- [PROVIDED RECORDS]

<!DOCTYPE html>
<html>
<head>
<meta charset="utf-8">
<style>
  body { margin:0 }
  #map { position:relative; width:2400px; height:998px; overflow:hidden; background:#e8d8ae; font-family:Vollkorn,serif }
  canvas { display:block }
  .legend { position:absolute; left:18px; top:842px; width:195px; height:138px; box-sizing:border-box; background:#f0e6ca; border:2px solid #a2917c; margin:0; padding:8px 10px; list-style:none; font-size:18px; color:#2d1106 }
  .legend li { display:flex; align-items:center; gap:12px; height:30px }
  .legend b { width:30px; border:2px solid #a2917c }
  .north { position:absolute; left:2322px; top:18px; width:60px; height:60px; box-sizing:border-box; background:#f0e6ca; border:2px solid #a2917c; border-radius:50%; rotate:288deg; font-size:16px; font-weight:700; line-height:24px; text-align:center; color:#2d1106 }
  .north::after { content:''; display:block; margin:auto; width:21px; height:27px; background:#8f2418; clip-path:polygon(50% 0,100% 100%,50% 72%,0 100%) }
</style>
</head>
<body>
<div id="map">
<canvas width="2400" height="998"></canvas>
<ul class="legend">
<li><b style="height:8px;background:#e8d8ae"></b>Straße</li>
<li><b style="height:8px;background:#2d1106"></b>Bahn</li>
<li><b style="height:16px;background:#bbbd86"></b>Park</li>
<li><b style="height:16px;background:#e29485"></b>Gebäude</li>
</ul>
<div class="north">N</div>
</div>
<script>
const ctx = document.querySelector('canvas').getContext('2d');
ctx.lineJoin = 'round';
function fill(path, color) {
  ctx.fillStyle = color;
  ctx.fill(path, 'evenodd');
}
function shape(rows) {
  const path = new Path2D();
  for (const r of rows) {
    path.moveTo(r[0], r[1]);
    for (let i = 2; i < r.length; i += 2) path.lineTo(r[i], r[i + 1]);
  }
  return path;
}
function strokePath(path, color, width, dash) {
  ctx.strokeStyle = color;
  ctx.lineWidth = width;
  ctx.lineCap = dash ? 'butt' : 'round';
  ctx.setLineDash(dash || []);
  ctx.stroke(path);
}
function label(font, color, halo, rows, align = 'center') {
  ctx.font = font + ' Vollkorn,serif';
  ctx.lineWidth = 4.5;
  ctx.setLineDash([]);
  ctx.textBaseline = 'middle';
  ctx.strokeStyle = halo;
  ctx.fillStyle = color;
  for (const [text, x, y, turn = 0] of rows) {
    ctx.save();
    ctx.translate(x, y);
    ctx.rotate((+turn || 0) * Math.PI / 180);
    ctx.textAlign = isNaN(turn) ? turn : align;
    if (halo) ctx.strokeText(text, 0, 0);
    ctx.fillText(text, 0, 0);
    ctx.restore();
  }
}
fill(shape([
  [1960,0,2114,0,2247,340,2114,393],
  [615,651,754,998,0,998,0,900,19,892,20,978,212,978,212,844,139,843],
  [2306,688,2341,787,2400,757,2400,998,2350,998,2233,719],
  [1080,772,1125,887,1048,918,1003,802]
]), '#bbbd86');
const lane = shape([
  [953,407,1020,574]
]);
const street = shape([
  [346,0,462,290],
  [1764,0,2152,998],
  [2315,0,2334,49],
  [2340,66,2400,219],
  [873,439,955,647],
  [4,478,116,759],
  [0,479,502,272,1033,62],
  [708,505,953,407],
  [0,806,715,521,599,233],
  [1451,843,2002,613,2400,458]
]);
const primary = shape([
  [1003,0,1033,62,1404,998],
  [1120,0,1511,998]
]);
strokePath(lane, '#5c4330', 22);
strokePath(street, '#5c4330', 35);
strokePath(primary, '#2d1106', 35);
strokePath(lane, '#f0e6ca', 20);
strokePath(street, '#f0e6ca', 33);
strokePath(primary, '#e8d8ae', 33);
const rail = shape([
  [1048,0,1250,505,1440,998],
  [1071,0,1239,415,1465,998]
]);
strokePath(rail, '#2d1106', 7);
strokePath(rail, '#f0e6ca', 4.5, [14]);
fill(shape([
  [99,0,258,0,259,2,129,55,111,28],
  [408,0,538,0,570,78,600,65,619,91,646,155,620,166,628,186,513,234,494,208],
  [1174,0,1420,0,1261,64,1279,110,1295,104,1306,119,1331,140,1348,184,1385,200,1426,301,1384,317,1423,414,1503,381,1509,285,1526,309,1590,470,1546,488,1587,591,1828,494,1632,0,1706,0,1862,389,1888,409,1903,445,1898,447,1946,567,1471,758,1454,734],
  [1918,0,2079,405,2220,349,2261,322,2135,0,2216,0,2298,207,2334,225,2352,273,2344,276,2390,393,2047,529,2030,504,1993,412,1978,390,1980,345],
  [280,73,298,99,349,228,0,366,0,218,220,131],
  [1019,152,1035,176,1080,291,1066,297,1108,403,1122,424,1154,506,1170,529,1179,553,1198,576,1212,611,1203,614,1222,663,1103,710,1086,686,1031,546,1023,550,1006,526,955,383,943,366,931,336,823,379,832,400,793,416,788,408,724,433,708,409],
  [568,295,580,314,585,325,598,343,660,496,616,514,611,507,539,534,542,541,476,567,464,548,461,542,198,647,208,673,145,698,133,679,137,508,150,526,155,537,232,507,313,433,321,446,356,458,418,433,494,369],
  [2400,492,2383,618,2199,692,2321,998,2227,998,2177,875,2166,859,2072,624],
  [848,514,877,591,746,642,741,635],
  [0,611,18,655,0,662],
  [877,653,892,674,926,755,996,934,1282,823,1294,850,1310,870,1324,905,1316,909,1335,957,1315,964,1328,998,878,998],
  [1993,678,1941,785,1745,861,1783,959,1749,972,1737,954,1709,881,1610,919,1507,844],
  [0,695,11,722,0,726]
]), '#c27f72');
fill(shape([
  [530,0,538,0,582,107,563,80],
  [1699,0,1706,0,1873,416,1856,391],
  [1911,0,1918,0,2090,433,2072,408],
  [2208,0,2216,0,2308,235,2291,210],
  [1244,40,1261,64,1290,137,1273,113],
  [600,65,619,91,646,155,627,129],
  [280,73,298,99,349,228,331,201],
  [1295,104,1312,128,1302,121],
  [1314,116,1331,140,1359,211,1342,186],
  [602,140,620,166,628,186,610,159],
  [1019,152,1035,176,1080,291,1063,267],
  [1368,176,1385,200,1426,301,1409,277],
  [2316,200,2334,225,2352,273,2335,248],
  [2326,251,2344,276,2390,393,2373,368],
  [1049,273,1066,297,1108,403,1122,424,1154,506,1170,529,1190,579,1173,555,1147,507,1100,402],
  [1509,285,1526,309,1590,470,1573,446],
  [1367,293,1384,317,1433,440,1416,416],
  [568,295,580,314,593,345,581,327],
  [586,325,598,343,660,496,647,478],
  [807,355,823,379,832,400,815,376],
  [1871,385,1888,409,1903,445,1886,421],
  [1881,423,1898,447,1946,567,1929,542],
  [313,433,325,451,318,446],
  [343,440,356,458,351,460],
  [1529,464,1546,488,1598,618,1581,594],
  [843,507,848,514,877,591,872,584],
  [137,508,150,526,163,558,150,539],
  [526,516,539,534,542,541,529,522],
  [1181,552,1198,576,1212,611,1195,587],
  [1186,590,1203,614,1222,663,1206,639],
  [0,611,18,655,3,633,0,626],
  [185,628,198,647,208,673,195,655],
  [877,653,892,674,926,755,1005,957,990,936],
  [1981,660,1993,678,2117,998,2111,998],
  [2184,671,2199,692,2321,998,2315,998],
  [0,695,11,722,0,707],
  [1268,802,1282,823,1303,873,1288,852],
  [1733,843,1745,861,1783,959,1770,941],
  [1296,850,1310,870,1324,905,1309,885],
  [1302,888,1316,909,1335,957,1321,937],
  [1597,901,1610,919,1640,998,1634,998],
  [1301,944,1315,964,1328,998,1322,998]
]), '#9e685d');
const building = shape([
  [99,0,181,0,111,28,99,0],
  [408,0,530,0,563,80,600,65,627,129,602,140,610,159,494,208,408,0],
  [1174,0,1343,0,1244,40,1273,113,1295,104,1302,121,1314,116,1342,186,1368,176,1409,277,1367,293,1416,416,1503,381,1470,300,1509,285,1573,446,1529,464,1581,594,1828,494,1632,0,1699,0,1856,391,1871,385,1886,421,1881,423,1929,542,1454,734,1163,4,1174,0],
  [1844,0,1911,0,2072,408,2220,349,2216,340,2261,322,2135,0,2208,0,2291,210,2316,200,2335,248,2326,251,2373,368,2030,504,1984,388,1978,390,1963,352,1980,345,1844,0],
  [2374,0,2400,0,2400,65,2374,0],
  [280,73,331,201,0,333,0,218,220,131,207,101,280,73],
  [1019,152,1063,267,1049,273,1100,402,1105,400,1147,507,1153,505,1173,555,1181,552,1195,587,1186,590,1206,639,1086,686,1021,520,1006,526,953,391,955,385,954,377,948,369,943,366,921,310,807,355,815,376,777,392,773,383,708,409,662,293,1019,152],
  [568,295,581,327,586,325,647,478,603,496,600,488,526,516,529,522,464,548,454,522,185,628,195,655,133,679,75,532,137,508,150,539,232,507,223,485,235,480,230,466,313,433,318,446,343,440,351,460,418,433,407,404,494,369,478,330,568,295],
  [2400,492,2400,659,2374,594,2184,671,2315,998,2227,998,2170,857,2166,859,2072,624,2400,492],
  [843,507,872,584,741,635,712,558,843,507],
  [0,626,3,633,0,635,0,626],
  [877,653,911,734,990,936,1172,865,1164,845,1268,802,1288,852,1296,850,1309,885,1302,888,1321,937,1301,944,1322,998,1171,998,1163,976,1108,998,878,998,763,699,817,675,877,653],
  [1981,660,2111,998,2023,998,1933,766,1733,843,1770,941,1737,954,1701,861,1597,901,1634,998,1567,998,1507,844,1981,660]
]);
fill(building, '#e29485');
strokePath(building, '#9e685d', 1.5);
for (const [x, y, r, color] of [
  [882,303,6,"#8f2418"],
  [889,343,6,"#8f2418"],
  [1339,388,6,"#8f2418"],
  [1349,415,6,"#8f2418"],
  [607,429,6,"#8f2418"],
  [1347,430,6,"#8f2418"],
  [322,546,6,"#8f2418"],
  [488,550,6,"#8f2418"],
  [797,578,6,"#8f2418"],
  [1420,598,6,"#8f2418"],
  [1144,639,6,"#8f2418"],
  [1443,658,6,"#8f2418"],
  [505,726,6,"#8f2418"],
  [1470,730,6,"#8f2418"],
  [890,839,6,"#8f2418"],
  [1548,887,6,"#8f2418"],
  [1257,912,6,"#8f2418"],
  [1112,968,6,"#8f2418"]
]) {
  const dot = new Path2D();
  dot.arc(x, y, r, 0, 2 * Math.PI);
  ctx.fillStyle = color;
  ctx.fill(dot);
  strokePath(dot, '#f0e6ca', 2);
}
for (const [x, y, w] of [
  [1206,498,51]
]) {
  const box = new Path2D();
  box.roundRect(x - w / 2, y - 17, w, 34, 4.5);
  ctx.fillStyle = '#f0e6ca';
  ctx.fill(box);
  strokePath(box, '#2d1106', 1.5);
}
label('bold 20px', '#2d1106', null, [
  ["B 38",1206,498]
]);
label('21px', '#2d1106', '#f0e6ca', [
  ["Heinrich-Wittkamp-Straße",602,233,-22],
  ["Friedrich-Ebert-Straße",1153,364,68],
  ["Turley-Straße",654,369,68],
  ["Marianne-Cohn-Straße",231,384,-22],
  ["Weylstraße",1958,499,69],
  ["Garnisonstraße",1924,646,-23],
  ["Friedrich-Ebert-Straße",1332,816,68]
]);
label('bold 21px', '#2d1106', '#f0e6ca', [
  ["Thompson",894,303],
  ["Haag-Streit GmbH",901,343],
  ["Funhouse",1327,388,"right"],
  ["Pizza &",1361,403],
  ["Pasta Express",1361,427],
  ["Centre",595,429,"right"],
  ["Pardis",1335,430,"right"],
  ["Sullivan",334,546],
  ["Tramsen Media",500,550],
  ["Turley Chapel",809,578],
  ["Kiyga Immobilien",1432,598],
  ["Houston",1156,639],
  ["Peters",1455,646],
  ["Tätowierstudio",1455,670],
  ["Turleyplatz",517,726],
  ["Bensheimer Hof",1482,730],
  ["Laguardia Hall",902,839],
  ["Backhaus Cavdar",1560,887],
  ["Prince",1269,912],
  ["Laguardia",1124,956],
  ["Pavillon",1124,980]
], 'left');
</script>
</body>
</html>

- [WORK ORDER] Copy down each line in the entries that has the word "margin".

- [COMPLETED TASK]
  body { margin:0 }
  .legend { position:absolute; left:18px; top:842px; width:195px; height:138px; box-sizing:border-box; background:#f0e6ca; border:2px solid #a2917c; margin:0; padding:8px 10px; list-style:none; font-size:18px; color:#2d1106 }
  .north::after { content:''; display:block; margin:auto; width:21px; height:27px; background:#8f2418; clip-path:polygon(50% 0,100% 100%,50% 72%,0 100%) }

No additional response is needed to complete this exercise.